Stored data
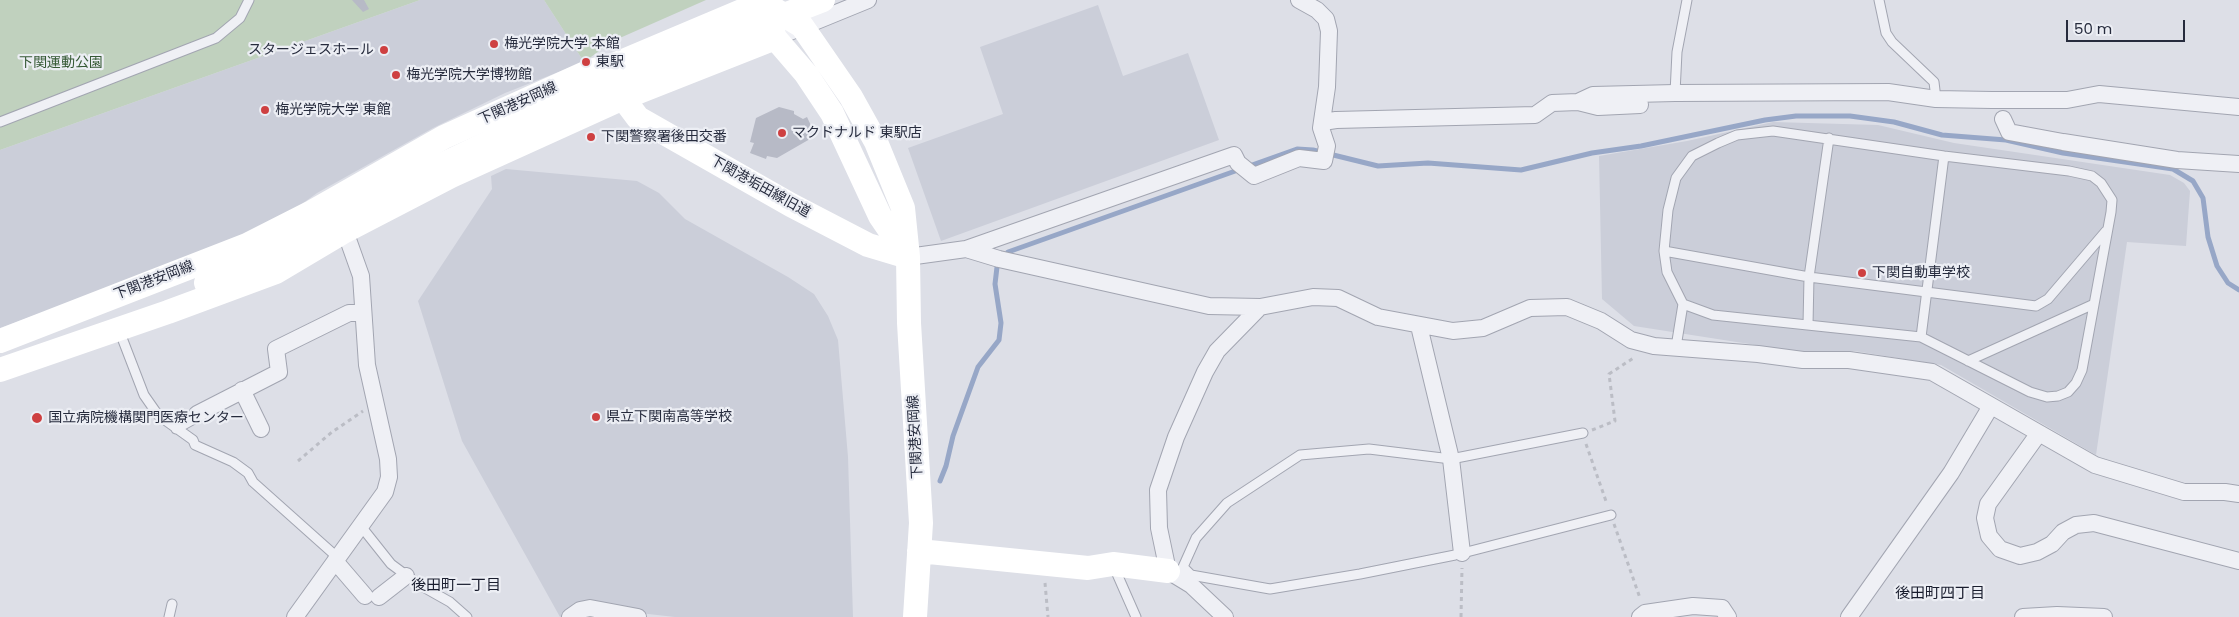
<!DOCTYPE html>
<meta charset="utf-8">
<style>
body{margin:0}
#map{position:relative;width:2239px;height:617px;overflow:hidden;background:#dddfe7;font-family:Poppins,sans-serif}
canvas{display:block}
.scale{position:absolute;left:2066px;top:20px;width:119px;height:22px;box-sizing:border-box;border:2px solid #262b3d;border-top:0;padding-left:6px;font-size:15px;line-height:18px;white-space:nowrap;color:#262b3d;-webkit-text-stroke:4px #eceef4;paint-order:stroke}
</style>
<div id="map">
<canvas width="2239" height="617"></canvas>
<div class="scale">50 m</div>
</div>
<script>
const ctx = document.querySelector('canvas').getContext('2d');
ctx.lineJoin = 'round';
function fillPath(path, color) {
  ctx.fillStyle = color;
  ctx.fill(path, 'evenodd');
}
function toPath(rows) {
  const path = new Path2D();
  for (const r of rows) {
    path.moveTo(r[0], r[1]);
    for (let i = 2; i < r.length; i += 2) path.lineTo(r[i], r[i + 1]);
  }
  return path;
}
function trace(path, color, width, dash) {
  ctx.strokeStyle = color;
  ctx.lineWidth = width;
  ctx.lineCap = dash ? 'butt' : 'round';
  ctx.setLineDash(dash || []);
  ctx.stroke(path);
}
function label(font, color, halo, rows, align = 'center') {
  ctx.font = font + ' Poppins,"Noto Sans JP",sans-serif';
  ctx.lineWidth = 4.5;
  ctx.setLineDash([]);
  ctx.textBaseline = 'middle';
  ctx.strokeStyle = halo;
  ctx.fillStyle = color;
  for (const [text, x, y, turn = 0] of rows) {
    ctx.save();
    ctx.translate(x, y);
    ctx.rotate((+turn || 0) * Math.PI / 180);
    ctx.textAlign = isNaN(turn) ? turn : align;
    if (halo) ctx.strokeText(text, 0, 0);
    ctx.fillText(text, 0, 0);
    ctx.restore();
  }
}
fillPath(toPath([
 [420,0,544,0,584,62,505,93,433,128,317,193,273,225,208,252,0,328,0,150],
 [1098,5,1123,76,1188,53,1219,140,941,241,908,148,1003,114,980,47],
 [1773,122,1878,125,1954,143,2170,175,2184,183,2190,191,2186,246,2127,242,2096,455,1941,365,1855,351,1807,353,1634,326,1602,299,1599,156,1687,141],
 [506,169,637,181,659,193,685,219,788,277,814,294,828,316,838,340,848,457,853,617,675,617,577,606,560,617,462,441,418,301,492,189,491,176]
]), '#cbced9');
fillPath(toPath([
 [0,0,420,0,0,150],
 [544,0,706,0,613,41,584,62]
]), '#c0d1be');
trace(toPath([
 [1008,252,1297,149,1313,150,1378,166,1428,163,1521,170,1592,153,1641,146,1765,120,1796,116,1850,116,1894,122,1942,135,2006,140,2063,153,2173,169,2193,181,2203,198,2208,237,2217,266,2228,283,2239,290],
 [940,481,946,466,953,436,978,367,999,340,1001,323,995,284,997,267]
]), '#97a7c7', 5);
fillPath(toPath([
 [352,0,364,0,369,9,363,12],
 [779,107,794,111,794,114,803,119,807,117,814,132,810,134,810,139,777,158,767,156,766,159,750,153,754,143,750,142,756,118]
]), '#b7bac6');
const lane = toPath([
 [1879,0,1886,33,1892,42,1934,82,1936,99],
 [1675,93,1677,52,1687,0],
 [0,122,216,38,240,18,249,0],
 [1773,131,1944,156,2069,171,2092,176,2101,183,2112,200,2111,212,2082,370,2076,383,2068,392,2058,396,2047,397,2030,392,1921,337,1713,315,1683,304,1667,272,1664,251,1668,210,1676,178,1692,156,1718,143,1737,135,1773,131],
 [1664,251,1809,277,2036,306,2048,299,2106,231],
 [1808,325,1809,277,1829,138],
 [119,330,144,395,158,415,193,440,195,445,233,462,248,473,253,482,337,557],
 [1921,337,1944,156],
 [1676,347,1683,304],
 [1968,361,2094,304],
 [176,429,194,419,197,414],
 [1583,433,1451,459,1369,449,1300,455,1227,503,1196,538,1183,567,1191,575,1270,589,1360,574,1455,555,1611,515],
 [360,525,391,564,418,584,450,602,467,617],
 [1114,567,1136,617],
 [169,617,172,604]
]);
const street = toPath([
 [775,38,868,0],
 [1578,102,1598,107,1640,105],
 [2003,119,2009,132,2063,142,2177,160,2239,164],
 [1323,122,1336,120,1535,115,1552,103,1578,102,1593,95,1675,93,1888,92,1936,99,1992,100,2067,100,2099,94,2239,107],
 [966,249,999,259,1209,306,1260,307,1313,297,1338,298,1378,317,1453,331,1483,328,1530,308,1567,307,1601,321,1631,340,1654,346,1758,354,1803,360,1849,360,1932,372,2095,465,2184,492,2225,492,2239,494],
 [908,257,966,249,1234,155,1238,163,1254,176,1299,158,1324,161,1327,146,1321,128,1327,87,1329,31,1326,19,1317,10,1299,0],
 [1419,326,1451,459,1462,553],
 [242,390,261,429],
 [197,414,279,372,276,349,349,313,363,313],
 [2039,433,1988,504,1985,518,1989,536,2000,549,2020,556,2037,552,2052,544,2063,532,2076,525,2094,523,2239,561],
 [335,561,365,596],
 [379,597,406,576],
 [295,617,385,492,389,477,388,459,367,365,361,276,345,231],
 [570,617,580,610,590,608,638,617],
 [1225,617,1191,585,1168,571,1159,528,1158,490,1176,437,1205,372,1217,351,1260,307],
 [1640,617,1645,613,1693,606,1722,608,1728,617],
 [1849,617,1951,473,1991,406],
 [2023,617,2057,615,2104,617]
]);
trace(lane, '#a2a5b1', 11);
trace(street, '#a2a5b1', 18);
trace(toPath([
 [1592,430,1615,421,1609,374,1635,357],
 [1586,444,1607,504],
 [298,461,332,432,363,411],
 [1614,524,1640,598],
 [1045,583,1048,617],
 [1461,617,1462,568]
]), '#bbbdc5', 3, [4, 4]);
trace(lane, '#eff0f5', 9);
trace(street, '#eff0f5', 16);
trace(toPath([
 [769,6,802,26,851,97,876,142,903,208,908,257,909,323,921,523,915,617],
 [770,23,775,38,806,74,832,113,880,216,906,254],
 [623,98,638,118,791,205,868,245,908,257],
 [0,341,247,245,312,212,444,137,590,71,616,64,763,2],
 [0,370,168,312,276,272,345,231,451,176,623,98,775,38],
 [919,551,1088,568,1113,564,1168,571]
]), '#fff', 24);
trace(toPath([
 [206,283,317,232,387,191,544,116,735,34,823,0]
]), '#fff', 24);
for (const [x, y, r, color] of [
 [494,44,5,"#ce4041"],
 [384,50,5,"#ce4041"],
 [586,62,5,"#ce4041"],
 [396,75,5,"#ce4041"],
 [265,110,5,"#ce4041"],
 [782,133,5,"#ce4041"],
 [591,137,5,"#ce4041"],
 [1862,273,5,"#ce4041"],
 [596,417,5,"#ce4041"],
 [37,418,6,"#ce4041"]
]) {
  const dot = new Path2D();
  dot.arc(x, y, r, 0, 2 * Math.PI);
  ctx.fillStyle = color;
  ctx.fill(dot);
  trace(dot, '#eceef4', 2);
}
label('14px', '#262b3d', '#eceef4', [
 ["梅光学院大学 本館",504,44],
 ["スタージェスホール",374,50,"right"],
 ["東駅",596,62],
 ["梅光学院大学博物館",406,75],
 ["梅光学院大学 東館",275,110],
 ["マクドナルド 東駅店",792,133],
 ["下関警察署後田交番",601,137],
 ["下関自動車学校",1872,273],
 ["県立下関南高等学校",606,417],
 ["国立病院機構関門医療センター",48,418]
], 'left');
label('14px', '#355934', '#eceef4', [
 ["下関運動公園",61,63]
]);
label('14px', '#262b3d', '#eceef4', [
 ["下関港安岡線",518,104,-24],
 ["下関港垢田線旧道",760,187,29],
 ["下関港安岡線",154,281,-21],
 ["下関港安岡線",916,437,-93]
]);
label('15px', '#191d2e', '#eceef4', [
 ["後田町一丁目",456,586],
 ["後田町四丁目",1940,594]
]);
</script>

**PROBLEM DESCRIPTION**
Filter the records above, keeping each line that contains the word "halo".

**ANSWER BELOW**
function label(font, color, halo, rows, align = 'center') {
  ctx.strokeStyle = halo;
    if (halo) ctx.strokeText(text, 0, 0);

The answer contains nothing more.